GIVEN INFORMATION: Begin

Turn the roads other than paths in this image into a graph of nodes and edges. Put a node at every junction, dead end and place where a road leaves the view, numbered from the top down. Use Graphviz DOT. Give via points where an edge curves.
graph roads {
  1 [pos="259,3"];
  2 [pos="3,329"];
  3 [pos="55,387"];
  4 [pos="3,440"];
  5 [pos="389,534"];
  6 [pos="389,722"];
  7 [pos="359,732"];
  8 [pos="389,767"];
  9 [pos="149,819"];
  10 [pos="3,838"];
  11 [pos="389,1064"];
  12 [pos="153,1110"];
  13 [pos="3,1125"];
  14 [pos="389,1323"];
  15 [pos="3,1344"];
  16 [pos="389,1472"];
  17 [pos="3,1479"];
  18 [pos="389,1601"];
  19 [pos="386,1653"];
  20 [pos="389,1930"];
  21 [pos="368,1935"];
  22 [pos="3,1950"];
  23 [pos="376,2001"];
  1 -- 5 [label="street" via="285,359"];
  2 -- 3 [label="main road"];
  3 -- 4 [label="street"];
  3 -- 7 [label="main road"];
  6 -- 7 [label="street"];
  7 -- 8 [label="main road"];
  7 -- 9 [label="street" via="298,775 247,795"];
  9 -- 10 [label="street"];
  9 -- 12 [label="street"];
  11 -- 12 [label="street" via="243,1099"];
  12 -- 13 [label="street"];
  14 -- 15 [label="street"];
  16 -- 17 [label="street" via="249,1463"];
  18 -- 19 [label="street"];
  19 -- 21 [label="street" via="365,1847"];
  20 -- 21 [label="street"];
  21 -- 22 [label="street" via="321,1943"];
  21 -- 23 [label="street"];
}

GIVEN INFORMATION: End

- WORK REQUEST -
All of the entries should be repeated word for word.

- REPLY -
Turn the roads other than paths in this image into a graph of nodes and edges. Put a node at every junction, dead end and place where a road leaves the view, numbered from the top down. Use Graphviz DOT. Give via points where an edge curves.
graph roads {
  1 [pos="259,3"];
  2 [pos="3,329"];
  3 [pos="55,387"];
  4 [pos="3,440"];
  5 [pos="389,534"];
  6 [pos="389,722"];
  7 [pos="359,732"];
  8 [pos="389,767"];
  9 [pos="149,819"];
  10 [pos="3,838"];
  11 [pos="389,1064"];
  12 [pos="153,1110"];
  13 [pos="3,1125"];
  14 [pos="389,1323"];
  15 [pos="3,1344"];
  16 [pos="389,1472"];
  17 [pos="3,1479"];
  18 [pos="389,1601"];
  19 [pos="386,1653"];
  20 [pos="389,1930"];
  21 [pos="368,1935"];
  22 [pos="3,1950"];
  23 [pos="376,2001"];
  1 -- 5 [label="street" via="285,359"];
  2 -- 3 [label="main road"];
  3 -- 4 [label="street"];
  3 -- 7 [label="main road"];
  6 -- 7 [label="street"];
  7 -- 8 [label="main road"];
  7 -- 9 [label="street" via="298,775 247,795"];
  9 -- 10 [label="street"];
  9 -- 12 [label="street"];
  11 -- 12 [label="street" via="243,1099"];
  12 -- 13 [label="street"];
  14 -- 15 [label="street"];
  16 -- 17 [label="street" via="249,1463"];
  18 -- 19 [label="street"];
  19 -- 21 [label="street" via="365,1847"];
  20 -- 21 [label="street"];
  21 -- 22 [label="street" via="321,1943"];
  21 -- 23 [label="street"];
}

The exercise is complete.